Collected data:
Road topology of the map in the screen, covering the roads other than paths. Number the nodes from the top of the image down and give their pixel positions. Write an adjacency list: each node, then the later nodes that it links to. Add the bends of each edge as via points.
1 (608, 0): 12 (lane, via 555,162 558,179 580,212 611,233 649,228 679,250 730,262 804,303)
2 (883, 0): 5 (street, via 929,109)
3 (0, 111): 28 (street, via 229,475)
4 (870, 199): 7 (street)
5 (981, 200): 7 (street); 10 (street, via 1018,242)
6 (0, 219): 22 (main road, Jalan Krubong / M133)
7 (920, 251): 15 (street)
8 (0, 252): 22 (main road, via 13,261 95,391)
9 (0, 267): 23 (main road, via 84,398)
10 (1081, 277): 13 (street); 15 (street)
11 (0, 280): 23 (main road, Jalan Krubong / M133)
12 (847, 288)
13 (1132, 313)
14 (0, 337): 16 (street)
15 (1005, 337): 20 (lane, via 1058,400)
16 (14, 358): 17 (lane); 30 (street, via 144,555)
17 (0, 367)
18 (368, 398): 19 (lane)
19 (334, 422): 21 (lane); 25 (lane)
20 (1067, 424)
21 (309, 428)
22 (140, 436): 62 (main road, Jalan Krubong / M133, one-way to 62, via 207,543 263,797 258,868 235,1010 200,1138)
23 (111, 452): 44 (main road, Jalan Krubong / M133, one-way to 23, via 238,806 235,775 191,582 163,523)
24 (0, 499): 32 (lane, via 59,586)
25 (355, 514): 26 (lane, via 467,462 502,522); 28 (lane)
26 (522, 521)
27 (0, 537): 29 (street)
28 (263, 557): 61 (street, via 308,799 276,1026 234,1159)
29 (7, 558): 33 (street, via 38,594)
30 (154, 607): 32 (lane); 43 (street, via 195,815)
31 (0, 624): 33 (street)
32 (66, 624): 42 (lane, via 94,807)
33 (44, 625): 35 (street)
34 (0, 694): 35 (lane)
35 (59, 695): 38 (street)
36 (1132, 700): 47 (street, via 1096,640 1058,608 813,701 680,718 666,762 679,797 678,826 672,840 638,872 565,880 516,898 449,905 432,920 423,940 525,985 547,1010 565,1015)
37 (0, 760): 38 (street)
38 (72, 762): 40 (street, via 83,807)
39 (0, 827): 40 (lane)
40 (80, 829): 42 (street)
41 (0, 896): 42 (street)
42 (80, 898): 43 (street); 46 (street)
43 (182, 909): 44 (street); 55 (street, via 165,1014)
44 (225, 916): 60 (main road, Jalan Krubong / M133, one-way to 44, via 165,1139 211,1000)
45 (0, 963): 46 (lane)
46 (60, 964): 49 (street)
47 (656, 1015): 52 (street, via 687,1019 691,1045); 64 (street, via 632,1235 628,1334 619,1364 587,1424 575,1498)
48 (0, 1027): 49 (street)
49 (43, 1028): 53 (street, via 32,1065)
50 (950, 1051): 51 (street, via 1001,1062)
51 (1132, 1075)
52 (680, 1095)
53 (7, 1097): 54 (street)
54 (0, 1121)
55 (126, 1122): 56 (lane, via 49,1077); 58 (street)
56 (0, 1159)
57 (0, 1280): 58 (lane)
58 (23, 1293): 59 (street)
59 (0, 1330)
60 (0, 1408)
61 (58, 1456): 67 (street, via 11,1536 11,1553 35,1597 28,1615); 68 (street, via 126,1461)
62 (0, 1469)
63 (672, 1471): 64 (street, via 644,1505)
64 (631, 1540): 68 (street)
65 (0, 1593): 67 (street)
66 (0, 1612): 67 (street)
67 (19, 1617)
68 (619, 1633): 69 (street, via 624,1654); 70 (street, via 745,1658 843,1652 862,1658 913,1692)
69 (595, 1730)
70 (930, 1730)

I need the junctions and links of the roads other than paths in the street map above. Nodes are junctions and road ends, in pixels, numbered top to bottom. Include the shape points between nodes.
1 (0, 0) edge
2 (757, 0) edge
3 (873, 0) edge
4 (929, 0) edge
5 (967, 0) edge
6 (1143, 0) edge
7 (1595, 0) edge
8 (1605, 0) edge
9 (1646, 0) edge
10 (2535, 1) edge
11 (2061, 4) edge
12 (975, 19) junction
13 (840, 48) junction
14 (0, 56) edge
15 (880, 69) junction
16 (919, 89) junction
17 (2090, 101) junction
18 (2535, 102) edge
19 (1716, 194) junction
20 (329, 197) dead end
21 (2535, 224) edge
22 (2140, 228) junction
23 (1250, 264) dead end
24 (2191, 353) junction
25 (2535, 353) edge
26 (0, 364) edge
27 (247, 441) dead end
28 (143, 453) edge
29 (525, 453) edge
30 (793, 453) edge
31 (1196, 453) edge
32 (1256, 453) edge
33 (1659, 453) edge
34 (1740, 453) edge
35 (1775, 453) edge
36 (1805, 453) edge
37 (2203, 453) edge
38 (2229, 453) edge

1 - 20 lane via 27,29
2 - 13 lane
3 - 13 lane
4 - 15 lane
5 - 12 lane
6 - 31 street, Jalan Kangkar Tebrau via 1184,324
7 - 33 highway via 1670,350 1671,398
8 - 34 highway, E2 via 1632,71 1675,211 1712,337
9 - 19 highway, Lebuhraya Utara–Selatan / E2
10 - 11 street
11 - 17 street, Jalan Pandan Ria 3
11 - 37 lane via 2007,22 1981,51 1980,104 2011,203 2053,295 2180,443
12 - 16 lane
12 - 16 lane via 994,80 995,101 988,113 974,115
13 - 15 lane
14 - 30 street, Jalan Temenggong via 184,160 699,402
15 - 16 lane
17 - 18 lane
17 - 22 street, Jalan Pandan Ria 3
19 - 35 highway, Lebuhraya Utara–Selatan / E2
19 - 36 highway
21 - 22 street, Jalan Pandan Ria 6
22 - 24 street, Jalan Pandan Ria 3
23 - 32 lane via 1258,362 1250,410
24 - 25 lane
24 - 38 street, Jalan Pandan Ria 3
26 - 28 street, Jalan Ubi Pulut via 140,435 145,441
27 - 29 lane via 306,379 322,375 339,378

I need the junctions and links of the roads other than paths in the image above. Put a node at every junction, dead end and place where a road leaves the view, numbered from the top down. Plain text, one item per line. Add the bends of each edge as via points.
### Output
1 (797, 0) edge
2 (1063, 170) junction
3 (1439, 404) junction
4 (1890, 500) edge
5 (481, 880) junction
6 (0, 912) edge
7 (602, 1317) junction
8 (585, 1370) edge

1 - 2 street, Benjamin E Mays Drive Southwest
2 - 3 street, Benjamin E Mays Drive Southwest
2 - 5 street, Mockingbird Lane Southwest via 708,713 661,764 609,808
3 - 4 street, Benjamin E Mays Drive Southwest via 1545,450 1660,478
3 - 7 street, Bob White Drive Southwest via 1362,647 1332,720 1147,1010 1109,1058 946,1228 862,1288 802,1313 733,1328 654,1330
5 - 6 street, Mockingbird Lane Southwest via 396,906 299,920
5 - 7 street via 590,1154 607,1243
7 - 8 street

Exercise:
All of the data above should be output exactly.

Expected answer:
Road topology of the map in the screen, covering the roads other than paths. Number the nodes from the top of the image down and give their pixel positions. Write an adjacency list: each node, then the later nodes that it links to. Add the bends of each edge as via points.
1 (608, 0): 12 (lane, via 555,162 558,179 580,212 611,233 649,228 679,250 730,262 804,303)
2 (883, 0): 5 (street, via 929,109)
3 (0, 111): 28 (street, via 229,475)
4 (870, 199): 7 (street)
5 (981, 200): 7 (street); 10 (street, via 1018,242)
6 (0, 219): 22 (main road, Jalan Krubong / M133)
7 (920, 251): 15 (street)
8 (0, 252): 22 (main road, via 13,261 95,391)
9 (0, 267): 23 (main road, via 84,398)
10 (1081, 277): 13 (street); 15 (street)
11 (0, 280): 23 (main road, Jalan Krubong / M133)
12 (847, 288)
13 (1132, 313)
14 (0, 337): 16 (street)
15 (1005, 337): 20 (lane, via 1058,400)
16 (14, 358): 17 (lane); 30 (street, via 144,555)
17 (0, 367)
18 (368, 398): 19 (lane)
19 (334, 422): 21 (lane); 25 (lane)
20 (1067, 424)
21 (309, 428)
22 (140, 436): 62 (main road, Jalan Krubong / M133, one-way to 62, via 207,543 263,797 258,868 235,1010 200,1138)
23 (111, 452): 44 (main road, Jalan Krubong / M133, one-way to 23, via 238,806 235,775 191,582 163,523)
24 (0, 499): 32 (lane, via 59,586)
25 (355, 514): 26 (lane, via 467,462 502,522); 28 (lane)
26 (522, 521)
27 (0, 537): 29 (street)
28 (263, 557): 61 (street, via 308,799 276,1026 234,1159)
29 (7, 558): 33 (street, via 38,594)
30 (154, 607): 32 (lane); 43 (street, via 195,815)
31 (0, 624): 33 (street)
32 (66, 624): 42 (lane, via 94,807)
33 (44, 625): 35 (street)
34 (0, 694): 35 (lane)
35 (59, 695): 38 (street)
36 (1132, 700): 47 (street, via 1096,640 1058,608 813,701 680,718 666,762 679,797 678,826 672,840 638,872 565,880 516,898 449,905 432,920 423,940 525,985 547,1010 565,1015)
37 (0, 760): 38 (street)
38 (72, 762): 40 (street, via 83,807)
39 (0, 827): 40 (lane)
40 (80, 829): 42 (street)
41 (0, 896): 42 (street)
42 (80, 898): 43 (street); 46 (street)
43 (182, 909): 44 (street); 55 (street, via 165,1014)
44 (225, 916): 60 (main road, Jalan Krubong / M133, one-way to 44, via 165,1139 211,1000)
45 (0, 963): 46 (lane)
46 (60, 964): 49 (street)
47 (656, 1015): 52 (street, via 687,1019 691,1045); 64 (street, via 632,1235 628,1334 619,1364 587,1424 575,1498)
48 (0, 1027): 49 (street)
49 (43, 1028): 53 (street, via 32,1065)
50 (950, 1051): 51 (street, via 1001,1062)
51 (1132, 1075)
52 (680, 1095)
53 (7, 1097): 54 (street)
54 (0, 1121)
55 (126, 1122): 56 (lane, via 49,1077); 58 (street)
56 (0, 1159)
57 (0, 1280): 58 (lane)
58 (23, 1293): 59 (street)
59 (0, 1330)
60 (0, 1408)
61 (58, 1456): 67 (street, via 11,1536 11,1553 35,1597 28,1615); 68 (street, via 126,1461)
62 (0, 1469)
63 (672, 1471): 64 (street, via 644,1505)
64 (631, 1540): 68 (street)
65 (0, 1593): 67 (street)
66 (0, 1612): 67 (street)
67 (19, 1617)
68 (619, 1633): 69 (street, via 624,1654); 70 (street, via 745,1658 843,1652 862,1658 913,1692)
69 (595, 1730)
70 (930, 1730)

I need the junctions and links of the roads other than paths in the street map above. Nodes are junctions and road ends, in pixels, numbered top to bottom. Include the shape points between nodes.
1 (0, 0) edge
2 (757, 0) edge
3 (873, 0) edge
4 (929, 0) edge
5 (967, 0) edge
6 (1143, 0) edge
7 (1595, 0) edge
8 (1605, 0) edge
9 (1646, 0) edge
10 (2535, 1) edge
11 (2061, 4) edge
12 (975, 19) junction
13 (840, 48) junction
14 (0, 56) edge
15 (880, 69) junction
16 (919, 89) junction
17 (2090, 101) junction
18 (2535, 102) edge
19 (1716, 194) junction
20 (329, 197) dead end
21 (2535, 224) edge
22 (2140, 228) junction
23 (1250, 264) dead end
24 (2191, 353) junction
25 (2535, 353) edge
26 (0, 364) edge
27 (247, 441) dead end
28 (143, 453) edge
29 (525, 453) edge
30 (793, 453) edge
31 (1196, 453) edge
32 (1256, 453) edge
33 (1659, 453) edge
34 (1740, 453) edge
35 (1775, 453) edge
36 (1805, 453) edge
37 (2203, 453) edge
38 (2229, 453) edge

1 - 20 lane via 27,29
2 - 13 lane
3 - 13 lane
4 - 15 lane
5 - 12 lane
6 - 31 street, Jalan Kangkar Tebrau via 1184,324
7 - 33 highway via 1670,350 1671,398
8 - 34 highway, E2 via 1632,71 1675,211 1712,337
9 - 19 highway, Lebuhraya Utara–Selatan / E2
10 - 11 street
11 - 17 street, Jalan Pandan Ria 3
11 - 37 lane via 2007,22 1981,51 1980,104 2011,203 2053,295 2180,443
12 - 16 lane
12 - 16 lane via 994,80 995,101 988,113 974,115
13 - 15 lane
14 - 30 street, Jalan Temenggong via 184,160 699,402
15 - 16 lane
17 - 18 lane
17 - 22 street, Jalan Pandan Ria 3
19 - 35 highway, Lebuhraya Utara–Selatan / E2
19 - 36 highway
21 - 22 street, Jalan Pandan Ria 6
22 - 24 street, Jalan Pandan Ria 3
23 - 32 lane via 1258,362 1250,410
24 - 25 lane
24 - 38 street, Jalan Pandan Ria 3
26 - 28 street, Jalan Ubi Pulut via 140,435 145,441
27 - 29 lane via 306,379 322,375 339,378

I need the junctions and links of the roads other than paths in the image above. Put a node at every junction, dead end and place where a road leaves the view, numbered from the top down. Plain text, one item per line. Add the bends of each edge as via points.
### Output
1 (797, 0) edge
2 (1063, 170) junction
3 (1439, 404) junction
4 (1890, 500) edge
5 (481, 880) junction
6 (0, 912) edge
7 (602, 1317) junction
8 (585, 1370) edge

1 - 2 street, Benjamin E Mays Drive Southwest
2 - 3 street, Benjamin E Mays Drive Southwest
2 - 5 street, Mockingbird Lane Southwest via 708,713 661,764 609,808
3 - 4 street, Benjamin E Mays Drive Southwest via 1545,450 1660,478
3 - 7 street, Bob White Drive Southwest via 1362,647 1332,720 1147,1010 1109,1058 946,1228 862,1288 802,1313 733,1328 654,1330
5 - 6 street, Mockingbird Lane Southwest via 396,906 299,920
5 - 7 street via 590,1154 607,1243
7 - 8 street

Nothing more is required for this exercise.